- Also known as: No Good but So Good
- Origin: Miami, Florida
- Genres: Hip hop
- Years active: 1992–2005
- Labels: Loud, Priority, Artistdirect
- Past members: Mr. Fatal T-Nasty Slo

= No Good (group) =

American hip hop group

No Good (previously known as No Good but So Good) was an American hip hop group from Miami, Florida. The group was formed by Derrick "Mr. Fatal" Hill, Tracy "T-Nasty" Lattimer and John "Slo" Strachtan. Strachtan later departed the group, and No Good continued as a duo.

==History==
Derrick Hill, Tracy Lattimer and John Strachtan started working in 1992 as dancers and hype men for rapper Luther "Luke" Campbell. They later formed No Good But So Good in 1992 as a dance troupe, eventually making a shift into rap music.

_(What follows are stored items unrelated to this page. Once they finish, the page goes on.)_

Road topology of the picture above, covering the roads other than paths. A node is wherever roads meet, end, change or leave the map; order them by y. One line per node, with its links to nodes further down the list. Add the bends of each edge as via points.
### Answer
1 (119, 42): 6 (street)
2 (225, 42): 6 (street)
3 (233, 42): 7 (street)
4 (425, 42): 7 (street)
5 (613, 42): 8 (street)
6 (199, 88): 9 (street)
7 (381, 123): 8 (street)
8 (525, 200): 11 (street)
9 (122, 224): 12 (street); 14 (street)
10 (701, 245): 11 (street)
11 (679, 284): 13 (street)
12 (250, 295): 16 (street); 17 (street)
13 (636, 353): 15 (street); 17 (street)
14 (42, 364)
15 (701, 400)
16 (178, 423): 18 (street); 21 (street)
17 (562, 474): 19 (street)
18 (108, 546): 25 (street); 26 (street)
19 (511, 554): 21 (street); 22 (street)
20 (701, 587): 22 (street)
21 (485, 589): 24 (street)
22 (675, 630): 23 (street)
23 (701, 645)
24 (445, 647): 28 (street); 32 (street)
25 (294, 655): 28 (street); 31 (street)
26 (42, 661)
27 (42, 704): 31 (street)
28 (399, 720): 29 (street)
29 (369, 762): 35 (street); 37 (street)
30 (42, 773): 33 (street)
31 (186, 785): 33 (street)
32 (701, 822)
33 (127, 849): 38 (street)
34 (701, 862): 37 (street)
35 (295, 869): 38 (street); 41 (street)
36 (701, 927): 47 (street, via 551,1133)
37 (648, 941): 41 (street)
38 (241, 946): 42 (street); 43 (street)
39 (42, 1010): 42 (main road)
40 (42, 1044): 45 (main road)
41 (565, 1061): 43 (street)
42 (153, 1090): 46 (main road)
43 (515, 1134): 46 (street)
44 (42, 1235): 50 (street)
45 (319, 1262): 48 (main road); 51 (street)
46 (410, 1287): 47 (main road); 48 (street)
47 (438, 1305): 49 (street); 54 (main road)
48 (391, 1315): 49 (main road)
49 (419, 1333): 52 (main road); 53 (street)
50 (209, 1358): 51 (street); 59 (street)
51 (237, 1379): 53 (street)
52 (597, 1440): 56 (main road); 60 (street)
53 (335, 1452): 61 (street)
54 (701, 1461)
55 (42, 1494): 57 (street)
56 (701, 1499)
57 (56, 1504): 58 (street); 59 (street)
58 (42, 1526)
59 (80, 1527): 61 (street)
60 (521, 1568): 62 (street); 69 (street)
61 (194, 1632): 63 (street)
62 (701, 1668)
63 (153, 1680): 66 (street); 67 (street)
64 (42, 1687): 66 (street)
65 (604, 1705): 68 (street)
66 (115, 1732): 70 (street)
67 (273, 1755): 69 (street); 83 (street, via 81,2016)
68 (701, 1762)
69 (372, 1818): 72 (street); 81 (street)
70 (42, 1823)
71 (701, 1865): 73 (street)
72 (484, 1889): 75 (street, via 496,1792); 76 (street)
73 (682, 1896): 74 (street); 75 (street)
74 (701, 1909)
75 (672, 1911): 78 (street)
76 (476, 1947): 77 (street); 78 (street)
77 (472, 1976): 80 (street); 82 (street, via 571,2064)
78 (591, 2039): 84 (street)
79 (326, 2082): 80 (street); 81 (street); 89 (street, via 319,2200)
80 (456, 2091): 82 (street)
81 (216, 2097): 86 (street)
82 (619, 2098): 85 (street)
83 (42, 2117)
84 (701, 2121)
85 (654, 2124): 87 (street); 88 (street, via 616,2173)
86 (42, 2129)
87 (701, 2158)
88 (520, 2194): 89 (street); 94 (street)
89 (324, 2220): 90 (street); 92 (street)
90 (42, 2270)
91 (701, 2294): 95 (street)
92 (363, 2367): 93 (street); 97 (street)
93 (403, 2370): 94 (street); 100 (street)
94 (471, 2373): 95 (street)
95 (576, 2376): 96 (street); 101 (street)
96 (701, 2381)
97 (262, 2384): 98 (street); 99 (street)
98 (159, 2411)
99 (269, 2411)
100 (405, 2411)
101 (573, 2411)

They gained much hype in their hometown of Miami, performing in local clubs. Up to No Good, their debut studio album, was produced by Campbell and released in December 1996. Two singles—"Get Your Shake On" and "Six O'Clock in the Morning"—were released from the album. In 1998, No Good But So Good were featured on Luke's single "Raise the Roof", which peaked at number 26 on the US Billboard Hot 100. Strachtan later departed the group, and the group's remaining two members shortened their name to No Good. The duo found success with the 1998 single "Lizard, Lizard", a collaboration with rapper Jiggie, which became a top ten hit on the Billboard Hot Rap Songs chart. No Good and Jiggie collaborated for the studio album Lizard Lizard, which was released in February 1999. The duo later signed to Artistdirect Records and released their third studio album Gameday, PBB in May 2002. The album spawned the hit single "Ballin' Boy", which gave the group their second number-one hit on the Hot Rap Songs chart.

==Discography==
===Studio albums===

List of studio albums
| Title | Album details |
|---|---|
| Up to No Good | Release: December 3, 1996 (US); Label: Loud, Priority; Formats: CD, cassette, LP; |
| Lizard Lizard (with Jiggie) | Release: February 9, 1999 (US); Label: Loud, RCA; Formats: CD, cassette, LP; |
| Gameday, PBB | Release: May 21, 2002 (US); Label: Artistdirect; Formats: CD, LP; |

===Singles===

List of singles, with selected chart positions, showing year released and album name
| Title | Year | Peak chart positions |  |  |  | Album |
| US | US Dance | US R&B | US Rap |
| "Get Your Shake On" | 1996 | — | — | — | — | Up to No Good |
| "Six O'Clock in the Morning" | 1997 | — | — | — | — |
| "Raise the Roof" (Luke featuring No Good) | 1998 | 26 | 21 | 20 | 1 | Changin' the Game |
| "Lizard Lizard" (with Jiggie, featuring Luke) | — | — | 66 | 9 | Lizard Lizard |
| "Ballin' Boy" | 2002 | — | — | 54 | 1 | Gameday, PBB |
"—" denotes a recording that did not chart or was not released in that territory.